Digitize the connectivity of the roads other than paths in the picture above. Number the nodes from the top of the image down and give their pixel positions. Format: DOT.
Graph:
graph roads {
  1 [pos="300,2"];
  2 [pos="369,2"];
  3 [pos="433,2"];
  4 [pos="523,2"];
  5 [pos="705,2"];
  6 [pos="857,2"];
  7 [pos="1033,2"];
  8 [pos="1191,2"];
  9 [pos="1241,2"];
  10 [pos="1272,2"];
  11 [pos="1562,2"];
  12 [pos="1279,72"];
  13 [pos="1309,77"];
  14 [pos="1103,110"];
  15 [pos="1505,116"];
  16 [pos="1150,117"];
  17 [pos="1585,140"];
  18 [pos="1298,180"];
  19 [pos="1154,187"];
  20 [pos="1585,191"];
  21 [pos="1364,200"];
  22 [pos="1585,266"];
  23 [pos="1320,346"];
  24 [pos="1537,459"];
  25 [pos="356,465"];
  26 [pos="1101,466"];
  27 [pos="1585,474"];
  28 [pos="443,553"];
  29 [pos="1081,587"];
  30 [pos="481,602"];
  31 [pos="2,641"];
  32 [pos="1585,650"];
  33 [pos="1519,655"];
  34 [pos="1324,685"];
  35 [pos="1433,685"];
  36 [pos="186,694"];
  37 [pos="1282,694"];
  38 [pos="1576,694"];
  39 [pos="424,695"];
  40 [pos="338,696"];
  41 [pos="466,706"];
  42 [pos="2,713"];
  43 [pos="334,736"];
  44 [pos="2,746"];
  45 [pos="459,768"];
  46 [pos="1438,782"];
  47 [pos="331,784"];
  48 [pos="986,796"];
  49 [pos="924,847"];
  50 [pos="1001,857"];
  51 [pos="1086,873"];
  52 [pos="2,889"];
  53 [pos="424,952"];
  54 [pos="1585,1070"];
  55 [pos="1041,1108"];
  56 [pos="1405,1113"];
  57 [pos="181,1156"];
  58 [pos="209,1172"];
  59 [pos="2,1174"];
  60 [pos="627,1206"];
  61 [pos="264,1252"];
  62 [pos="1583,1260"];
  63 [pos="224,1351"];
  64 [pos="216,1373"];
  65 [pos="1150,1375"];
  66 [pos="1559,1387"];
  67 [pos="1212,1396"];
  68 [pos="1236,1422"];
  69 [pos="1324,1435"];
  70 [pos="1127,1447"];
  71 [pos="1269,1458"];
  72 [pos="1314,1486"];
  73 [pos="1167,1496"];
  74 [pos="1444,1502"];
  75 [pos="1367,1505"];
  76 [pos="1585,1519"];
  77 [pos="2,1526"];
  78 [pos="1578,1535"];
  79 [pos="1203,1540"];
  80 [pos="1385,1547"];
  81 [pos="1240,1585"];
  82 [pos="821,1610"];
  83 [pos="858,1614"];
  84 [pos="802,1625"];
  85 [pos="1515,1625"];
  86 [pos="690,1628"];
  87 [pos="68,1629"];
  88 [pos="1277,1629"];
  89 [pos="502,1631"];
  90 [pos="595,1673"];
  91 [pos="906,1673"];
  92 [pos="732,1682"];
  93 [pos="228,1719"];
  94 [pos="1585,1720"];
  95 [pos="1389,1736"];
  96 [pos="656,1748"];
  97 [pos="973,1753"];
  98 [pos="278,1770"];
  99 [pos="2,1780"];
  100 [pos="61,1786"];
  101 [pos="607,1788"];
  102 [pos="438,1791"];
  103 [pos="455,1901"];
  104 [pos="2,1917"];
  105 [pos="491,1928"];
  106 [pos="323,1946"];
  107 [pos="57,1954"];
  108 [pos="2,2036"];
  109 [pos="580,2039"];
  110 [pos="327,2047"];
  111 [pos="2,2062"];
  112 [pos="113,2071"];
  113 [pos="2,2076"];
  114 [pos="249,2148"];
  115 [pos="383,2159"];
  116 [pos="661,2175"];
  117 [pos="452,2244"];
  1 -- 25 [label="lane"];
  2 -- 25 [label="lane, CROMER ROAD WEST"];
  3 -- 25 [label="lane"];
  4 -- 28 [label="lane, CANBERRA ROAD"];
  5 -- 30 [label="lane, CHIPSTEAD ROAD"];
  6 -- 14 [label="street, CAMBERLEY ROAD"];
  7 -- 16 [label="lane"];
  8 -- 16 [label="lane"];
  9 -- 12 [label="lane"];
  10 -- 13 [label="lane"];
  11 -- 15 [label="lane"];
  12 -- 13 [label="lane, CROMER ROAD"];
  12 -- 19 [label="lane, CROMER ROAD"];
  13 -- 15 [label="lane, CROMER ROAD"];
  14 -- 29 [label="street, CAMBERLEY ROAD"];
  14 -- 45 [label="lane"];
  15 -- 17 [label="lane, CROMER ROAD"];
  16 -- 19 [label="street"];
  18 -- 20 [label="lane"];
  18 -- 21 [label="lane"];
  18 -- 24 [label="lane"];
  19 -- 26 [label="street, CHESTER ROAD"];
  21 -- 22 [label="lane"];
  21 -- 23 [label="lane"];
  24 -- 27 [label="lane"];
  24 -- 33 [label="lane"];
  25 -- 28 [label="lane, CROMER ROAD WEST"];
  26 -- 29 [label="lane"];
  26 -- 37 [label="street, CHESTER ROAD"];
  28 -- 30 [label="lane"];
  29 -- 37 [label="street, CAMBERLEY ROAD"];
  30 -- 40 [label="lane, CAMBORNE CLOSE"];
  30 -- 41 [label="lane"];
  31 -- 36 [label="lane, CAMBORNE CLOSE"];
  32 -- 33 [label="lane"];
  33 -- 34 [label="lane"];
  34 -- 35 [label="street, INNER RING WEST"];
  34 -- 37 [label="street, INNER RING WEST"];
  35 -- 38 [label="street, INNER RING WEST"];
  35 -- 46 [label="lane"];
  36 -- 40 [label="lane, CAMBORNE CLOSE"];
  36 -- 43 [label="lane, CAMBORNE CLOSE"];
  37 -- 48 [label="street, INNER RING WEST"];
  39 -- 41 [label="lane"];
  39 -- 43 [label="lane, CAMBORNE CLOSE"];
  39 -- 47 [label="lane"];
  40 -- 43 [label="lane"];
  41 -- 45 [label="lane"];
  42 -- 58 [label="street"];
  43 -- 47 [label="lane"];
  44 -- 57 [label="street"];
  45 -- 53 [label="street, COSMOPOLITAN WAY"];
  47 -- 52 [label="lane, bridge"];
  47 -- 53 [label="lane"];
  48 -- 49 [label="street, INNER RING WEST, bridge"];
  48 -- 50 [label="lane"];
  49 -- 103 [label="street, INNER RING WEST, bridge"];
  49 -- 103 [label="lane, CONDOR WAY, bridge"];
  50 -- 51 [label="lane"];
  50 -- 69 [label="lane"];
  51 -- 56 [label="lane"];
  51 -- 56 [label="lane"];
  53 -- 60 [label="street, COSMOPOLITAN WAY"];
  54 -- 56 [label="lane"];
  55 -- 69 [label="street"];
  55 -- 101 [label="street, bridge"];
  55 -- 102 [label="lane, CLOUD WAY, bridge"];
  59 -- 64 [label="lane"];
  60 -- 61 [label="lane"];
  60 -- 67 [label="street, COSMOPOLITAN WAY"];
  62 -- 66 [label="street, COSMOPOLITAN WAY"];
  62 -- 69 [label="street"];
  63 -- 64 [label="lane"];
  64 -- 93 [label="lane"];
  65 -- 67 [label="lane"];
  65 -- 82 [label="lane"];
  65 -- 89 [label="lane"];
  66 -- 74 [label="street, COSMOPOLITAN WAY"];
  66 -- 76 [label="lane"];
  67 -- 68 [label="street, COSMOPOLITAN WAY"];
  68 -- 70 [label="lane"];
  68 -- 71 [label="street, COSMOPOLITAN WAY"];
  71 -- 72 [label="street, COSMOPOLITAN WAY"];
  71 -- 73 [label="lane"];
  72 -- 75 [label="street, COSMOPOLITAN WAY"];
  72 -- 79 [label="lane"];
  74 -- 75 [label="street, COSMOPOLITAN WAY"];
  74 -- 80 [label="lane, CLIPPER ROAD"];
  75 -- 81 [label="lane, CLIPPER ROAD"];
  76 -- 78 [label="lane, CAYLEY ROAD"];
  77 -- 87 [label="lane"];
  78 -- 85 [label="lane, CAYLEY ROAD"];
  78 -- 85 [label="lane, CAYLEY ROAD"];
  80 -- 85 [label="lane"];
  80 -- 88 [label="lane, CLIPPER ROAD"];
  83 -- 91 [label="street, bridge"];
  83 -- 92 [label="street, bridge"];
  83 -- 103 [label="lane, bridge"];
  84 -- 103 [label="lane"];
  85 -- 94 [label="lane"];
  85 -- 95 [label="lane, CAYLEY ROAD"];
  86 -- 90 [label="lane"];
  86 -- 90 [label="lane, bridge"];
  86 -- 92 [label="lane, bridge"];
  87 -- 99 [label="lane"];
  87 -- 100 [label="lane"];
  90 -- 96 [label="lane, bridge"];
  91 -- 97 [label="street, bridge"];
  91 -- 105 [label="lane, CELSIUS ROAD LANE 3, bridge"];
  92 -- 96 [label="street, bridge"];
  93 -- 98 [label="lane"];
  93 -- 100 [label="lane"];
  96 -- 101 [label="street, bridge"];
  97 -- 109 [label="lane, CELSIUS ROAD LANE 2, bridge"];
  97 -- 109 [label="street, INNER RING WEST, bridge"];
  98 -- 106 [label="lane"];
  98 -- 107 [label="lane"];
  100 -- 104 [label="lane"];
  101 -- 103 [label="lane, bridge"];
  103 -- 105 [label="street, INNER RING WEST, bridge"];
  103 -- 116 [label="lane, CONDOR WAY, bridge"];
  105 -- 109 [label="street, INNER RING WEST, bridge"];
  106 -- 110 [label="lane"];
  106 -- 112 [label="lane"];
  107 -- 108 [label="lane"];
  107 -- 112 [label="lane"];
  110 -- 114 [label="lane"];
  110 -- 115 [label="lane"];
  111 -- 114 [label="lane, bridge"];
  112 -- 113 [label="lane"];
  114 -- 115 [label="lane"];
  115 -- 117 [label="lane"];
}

- ABOUT THIS EXERCISE -
Scan the entries above and show each line that contains the word "WEST".

- REPLY TO THE EXERCISE -
  2 -- 25 [label="lane, CROMER ROAD WEST"];
  25 -- 28 [label="lane, CROMER ROAD WEST"];
  34 -- 35 [label="street, INNER RING WEST"];
  34 -- 37 [label="street, INNER RING WEST"];
  35 -- 38 [label="street, INNER RING WEST"];
  37 -- 48 [label="street, INNER RING WEST"];
  48 -- 49 [label="street, INNER RING WEST, bridge"];
  49 -- 103 [label="street, INNER RING WEST, bridge"];
  97 -- 109 [label="street, INNER RING WEST, bridge"];
  103 -- 105 [label="street, INNER RING WEST, bridge"];
  105 -- 109 [label="street, INNER RING WEST, bridge"];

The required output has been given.